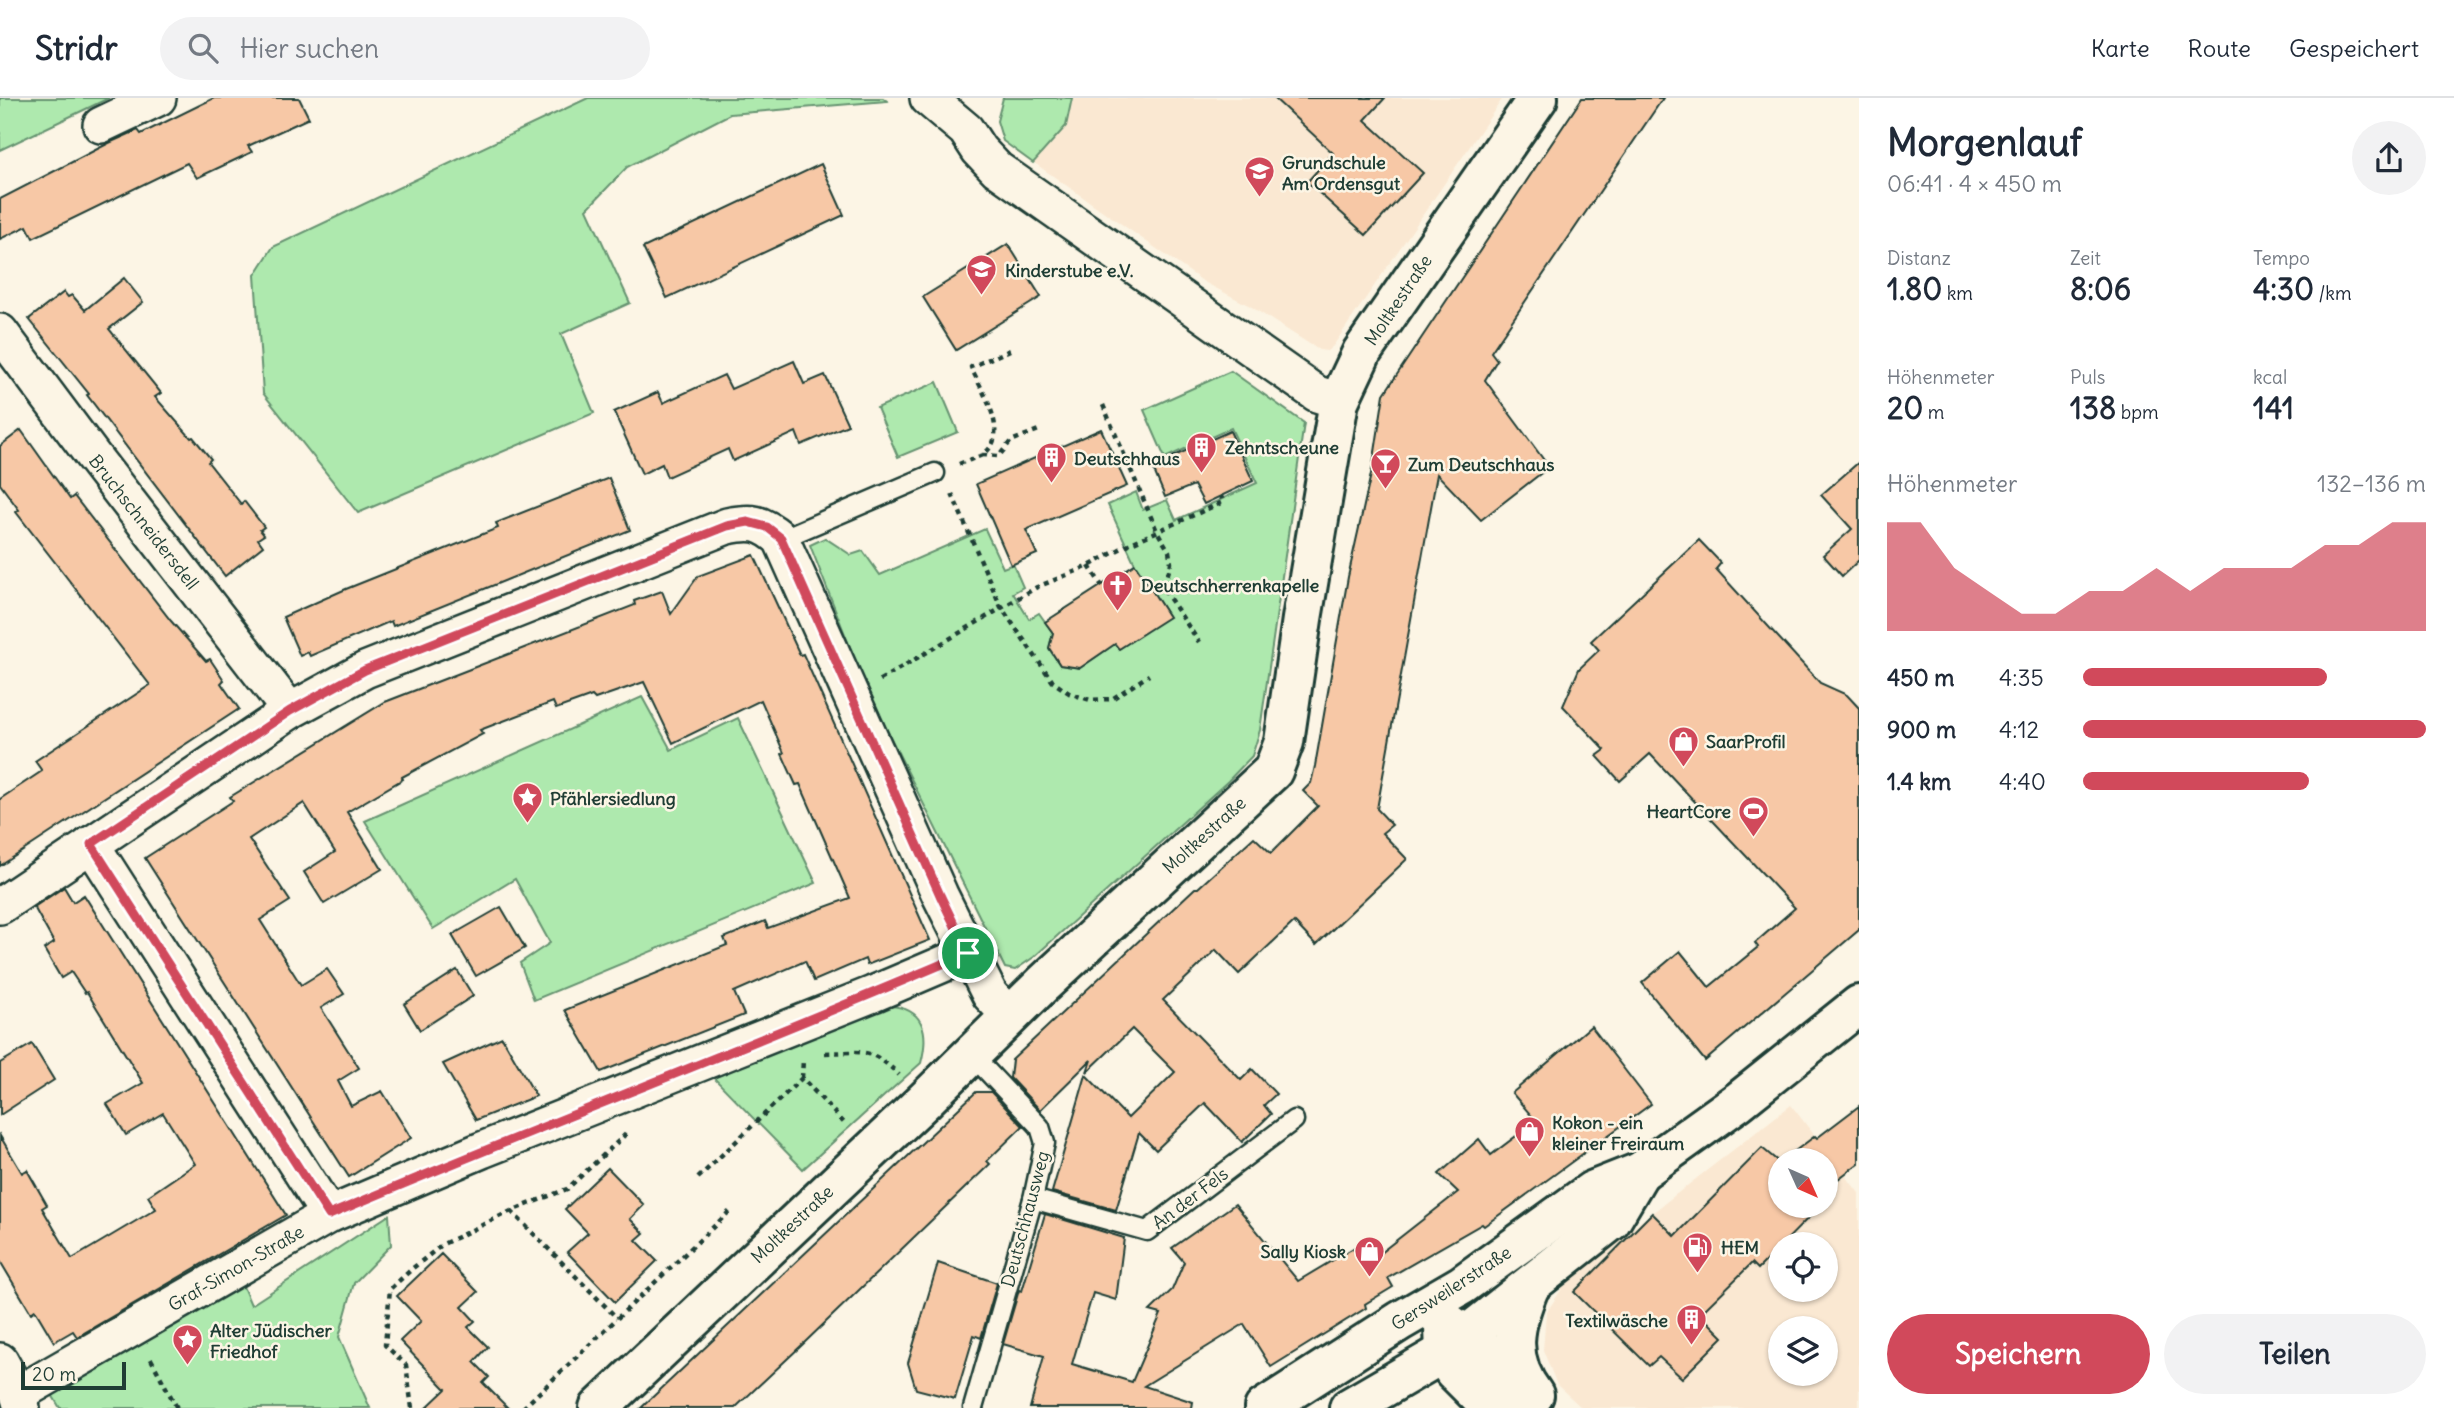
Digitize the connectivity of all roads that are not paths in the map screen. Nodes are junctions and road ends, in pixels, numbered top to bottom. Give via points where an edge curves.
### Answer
1 (158, 98) edge
2 (928, 98) edge
3 (1538, 98) edge
4 (970, 114) edge
5 (101, 125) dead end
6 (0, 332) edge
7 (1339, 401) junction
8 (939, 472) road end
9 (781, 538) junction
10 (290, 711) junction
11 (91, 844) junction
12 (0, 906) edge
13 (968, 953) junction
14 (1859, 1005) edge
15 (1010, 1016) junction
16 (971, 1054) junction
17 (1294, 1120) dead end
18 (1640, 1172) junction
19 (1033, 1199) junction
20 (329, 1215) junction
21 (1462, 1285) junction
22 (1530, 1286) junction
23 (1400, 1321) junction
24 (1452, 1335) junction
25 (0, 1361) edge
26 (20, 1401) edge
27 (599, 1408) edge
28 (974, 1408) edge
29 (1264, 1408) edge
30 (1349, 1408) edge
31 (1491, 1408) edge
32 (1522, 1408) edge
33 (1545, 1408) edge

1 - 5 street
2 - 4 street
3 - 7 street, Moltkestraße via 1362,352
4 - 7 street via 979,150 997,169 1309,389
6 - 10 street, Bruchschneidersdell
7 - 15 street, Moltkestraße via 1284,742 1273,771
8 - 9 lane
9 - 10 street via 767,527 748,522 727,526 365,670
9 - 13 street
10 - 11 street
11 - 12 street
11 - 20 street
13 - 15 street via 990,995
13 - 20 street, Graf-Simon-Straße
14 - 18 street, Gersweilerstraße via 1739,1101
15 - 16 street, Moltkestraße
16 - 19 lane, Deutschhausweg via 1040,1127 1045,1143
16 - 27 street, Moltkestraße
17 - 19 lane, An der Fels via 1147,1231
18 - 21 street, Gersweilerstraße via 1592,1191
18 - 22 street, Gersweilerstraße via 1611,1221
19 - 28 lane, Deutschhausweg
20 - 26 street, Graf-Simon-Straße via 134,1327
21 - 23 street, Gersweilerstraße
21 - 24 street
22 - 24 street, Gersweilerstraße
22 - 33 street via 1514,1340 1523,1381
23 - 24 street
23 - 29 street, Gersweilerstraße
24 - 30 street, Gersweilerstraße
24 - 31 street via 1454,1371
24 - 32 street via 1481,1346
25 - 26 street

········

- [TASK TO COMPLETE] Copy all lines from the listing that contain "road".

- [ANSWER TO THE EXERCISE]
Digitize the connectivity of all roads that are not paths in the map screen. Nodes are junctions and road ends, in pixels, numbered top to bottom. Give via points where an edge curves.
8 (939, 472) road end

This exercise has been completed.